L’hiver chez nous.
L’hiver chez nous.

L’hiver chez nous 

Patrick Beauséjour
EAP
Quand la saison hivernale était vraiment rendue aux limites du comté d’Argenteuil, c’était le temps pour nous les petits singes à batterie du p’tit Canada de se réinventer.

L’été avec nos bicycles à poignées mustang, siège banane et «tirer» balloune, il était commun de se blesser, mais l’hiver le danger était permanent. Nous en étions inconscients et heureux. Nous étions extrêmes avant même l’invention du mot.   

Éric le rouge le plus dur parmi la gang avait toujours un plan. Toujours un mauvais plan à porter de main. C’est comme s’il ne dormait pas la nuit et réfléchissait durant ses nuits blanches à l’ombre de la rue Fillion. Il n’était pas méchant, mais plus tannant que nous tous réuni.   

De mémoire d’enfant, il se sera brisé environ le même nombre d’os qu’Evel Knievel. Semble-t-il qu’il y a 206 os dans le corps humain, mon ami d’infortune Éric le Rouge aurait frôlé dans son enfance les 200 os brisés! Il avait toujours un doigt foulé, une épaule disloquée, un bras cassé, des yeux au beurre noir et même une fois une fracture du crâne. La légende dit qu’il s’est battu à l’école à coup de chaîne de bicycle. Je vous le confirme, j’étais là.   

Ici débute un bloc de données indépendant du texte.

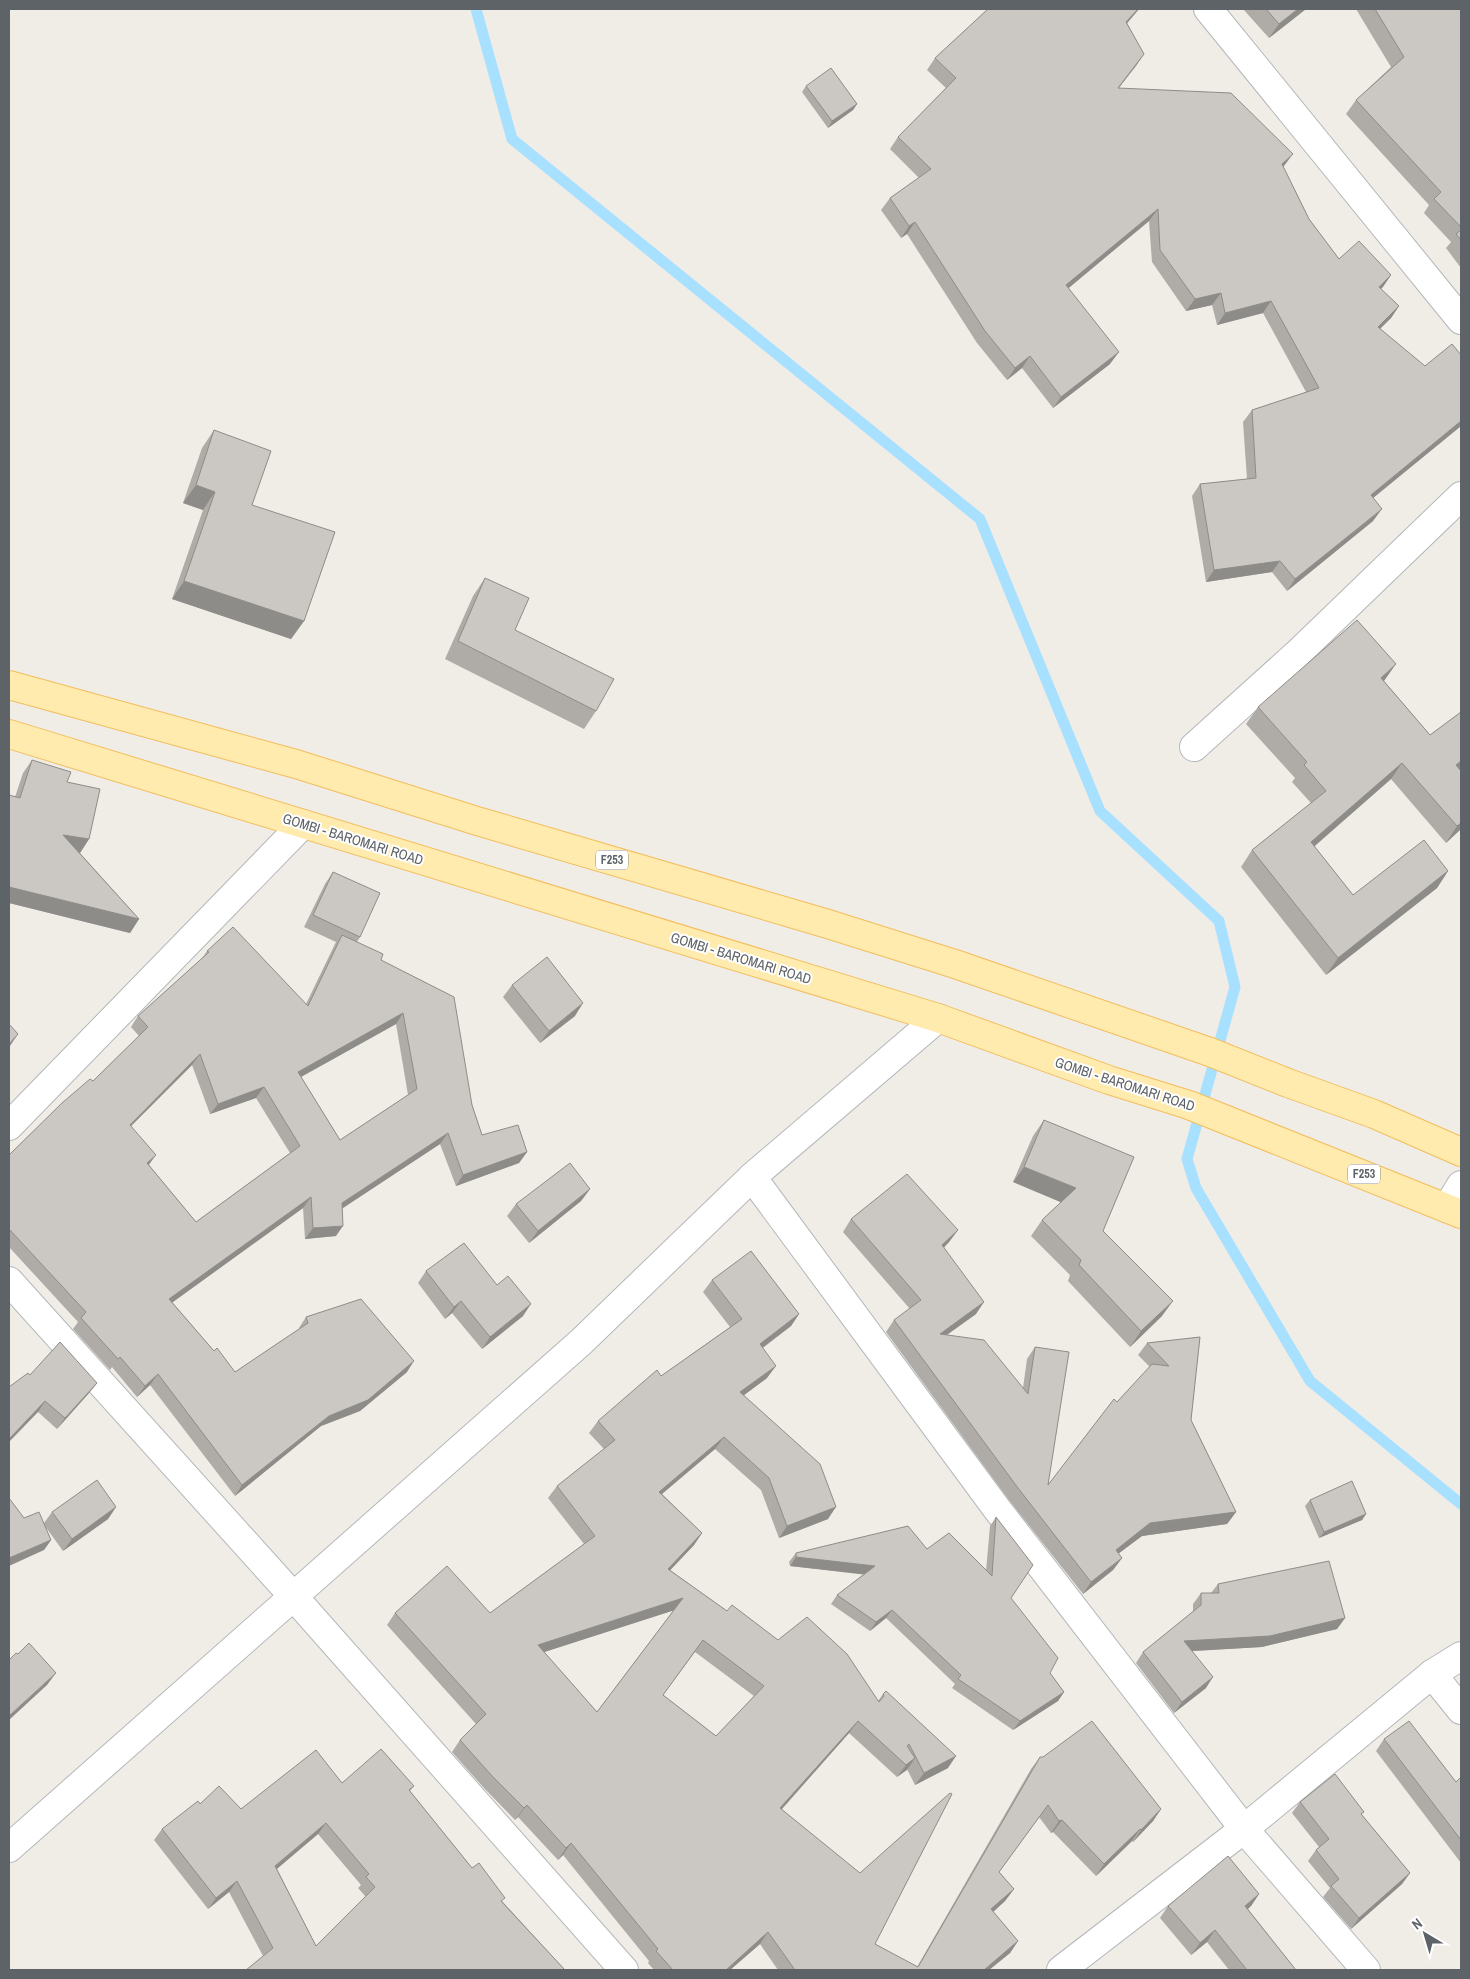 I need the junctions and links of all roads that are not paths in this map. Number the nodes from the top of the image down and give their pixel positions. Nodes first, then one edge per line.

Nous avions plusieurs endroits pour nous casser le cou. Un peu partout. Notre terrain de jeu était Lachute au complet! Allez glisser dans les «pit» de sable sur la côte de sable; allez passer d’innombrables heures à la grotte de Brownsburg et glisser en «crazy carpet» ciré étaient commun. Chaque «Crazy carpet» de ma gang restait dans la «shed» chez nous question que je les cire le soir venu. Ça glissait sur un temps «toasté» sur les deux bords! Je n’oublie pas la traîne sauvage de Charlebois ou Larocque, je ne suis pas certain… Embarquer à plusieurs vers la catastrophe nous faisait se sentir vivant.   

Emmitouflés dans nos certitudes et nos habits de neige; nos bottes Sorel; nos mitaines pas de doigt, nos crémones que nos mères disaient -un vieux mot québécois qui veut dire foulard-; nos tuques avec de préférence un gros pompons et nos culottes de neige, ça nous donnait l’impression de marcher sur la lune.  

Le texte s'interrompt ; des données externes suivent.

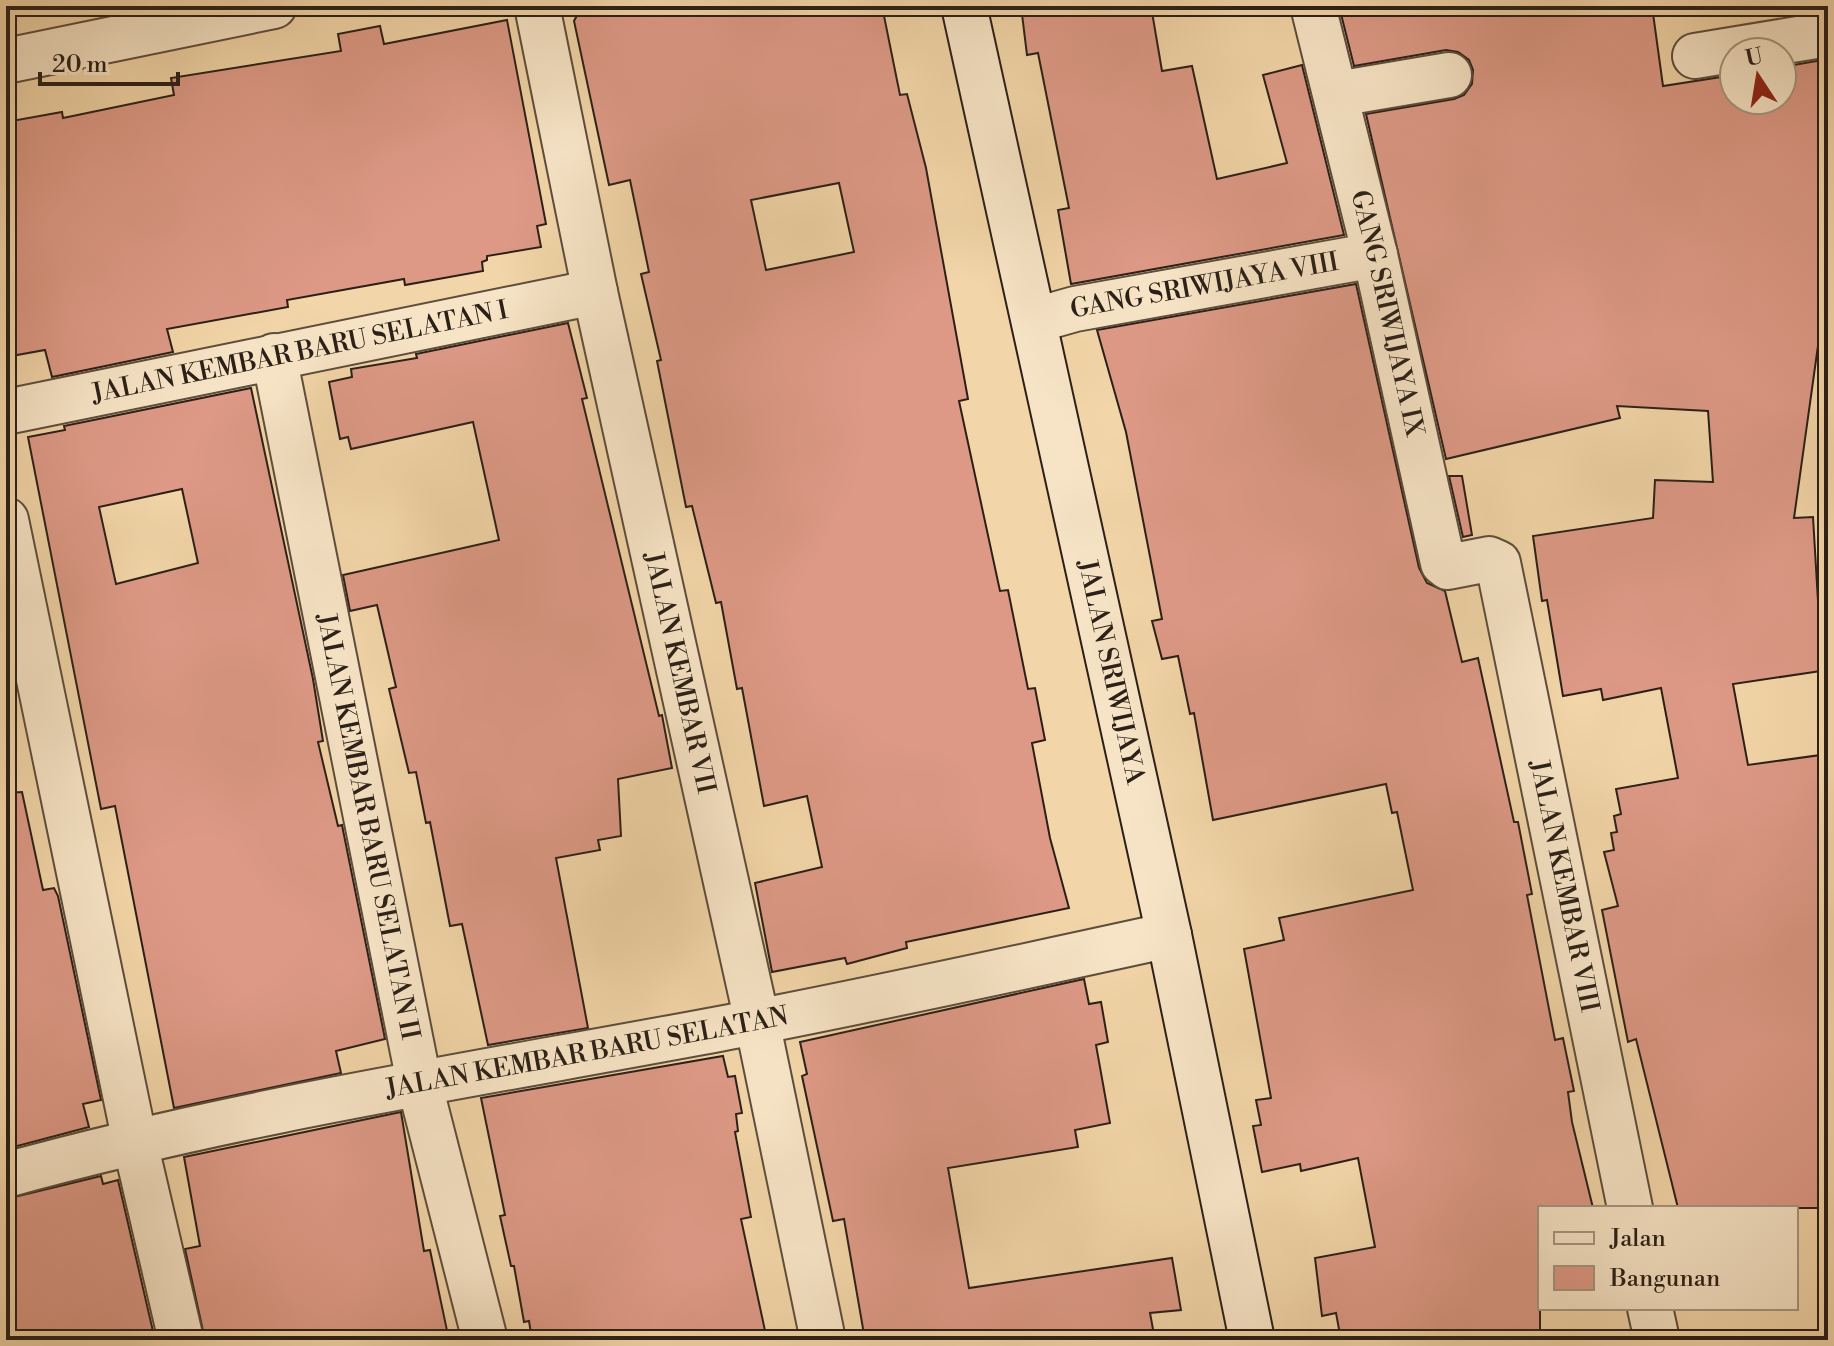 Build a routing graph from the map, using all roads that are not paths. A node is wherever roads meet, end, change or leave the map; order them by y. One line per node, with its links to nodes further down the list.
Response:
1 (274, 6): 7 (street)
2 (537, 6): 11 (street, JALAN KEMBAR VII)
3 (964, 6): 12 (street, JALAN SRIWIJAYA)
4 (1313, 6): 9 (street, GANG SRIWIJAYA IX)
5 (1828, 34): 6 (street)
6 (1695, 56)
7 (6, 61)
8 (1449, 75): 9 (street)
9 (1337, 94): 10 (street, GANG SRIWIJAYA IX)
10 (1375, 255): 12 (street, GANG SRIWIJAYA VIII); 16 (street, GANG SRIWIJAYA IX)
11 (595, 292): 13 (street, JALAN KEMBAR BARU SELATAN I); 18 (street, JALAN KEMBAR VII)
12 (1036, 320): 17 (street, JALAN SRIWIJAYA)
13 (274, 356): 14 (street, JALAN KEMBAR BARU SELATAN I); 19 (street, JALAN KEMBAR BARU SELATAN II)
14 (6, 412)
15 (6, 520): 20 (street)
16 (1498, 563): 22 (street, JALAN KEMBAR VIII)
17 (1169, 935): 18 (street, JALAN KEMBAR BARU SELATAN); 27 (street, JALAN SRIWIJAYA)
18 (757, 1021): 19 (street, JALAN KEMBAR BARU SELATAN); 26 (street, JALAN KEMBAR VII)
19 (419, 1082): 20 (street, JALAN KEMBAR BARU SELATAN); 25 (street, JALAN KEMBAR BARU SELATAN II)
20 (135, 1141): 21 (street, JALAN KEMBAR BARU SELATAN); 24 (street)
21 (6, 1175)
22 (1630, 1206)
23 (1650, 1310): 28 (street)
24 (181, 1340)
25 (485, 1340)
26 (823, 1340)
27 (1252, 1340)
28 (1657, 1340)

Les journées de tempêtes comme lundi dernier, alors que CJLA la radio de Lachute annonce la fermeture de l’école St-Alexandre pour la journée, sont gravées dans mes souvenirs d’enfance! L’animateur n’avait même pas fini de parler que j’étais déjà dehors en train de courir pour aller chercher mon chum d’infortune Éric le rouge.   

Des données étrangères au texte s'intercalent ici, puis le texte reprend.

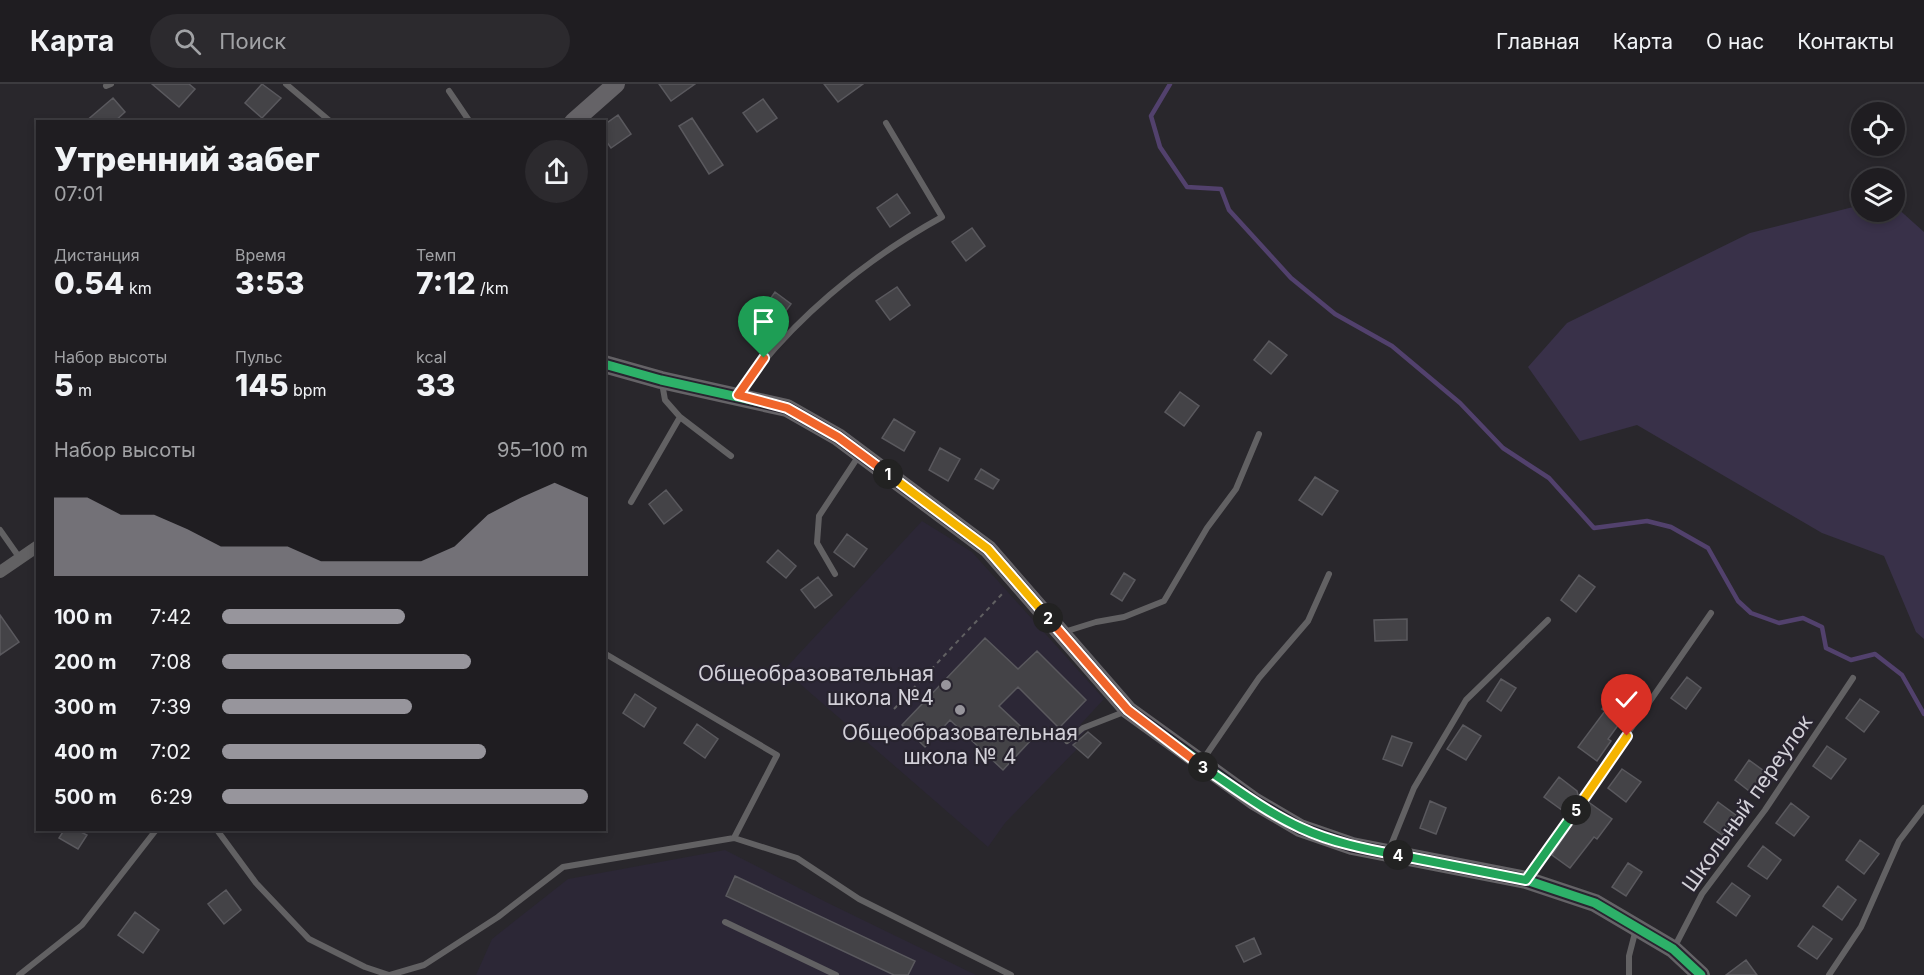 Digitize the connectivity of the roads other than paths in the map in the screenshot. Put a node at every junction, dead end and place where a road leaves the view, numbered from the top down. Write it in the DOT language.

J’ai dans l’idée un bonhomme de neige ou un fort. La vie était simple. Le bonheur était facile. Les jours de tempêtes, le petit Canada était comme emmitouflé dans une boule de noël qu’on brasse pour voir les flocons. Mon quartier sous 25 cm de neige et d’enfant heureux malgré le chômage, l’aide sociale, l’alcool, les taxes et la mort.  

Lundi dernier j’ai aidé un voisin que je ne connais pas à sortir de son stationnement. Et si la neige rapprochait les humains comme dans mon quartier d’enfance?  

Je vous souhaite un bel hiver! Surtout, laissez la neige tomber sans trop crier après!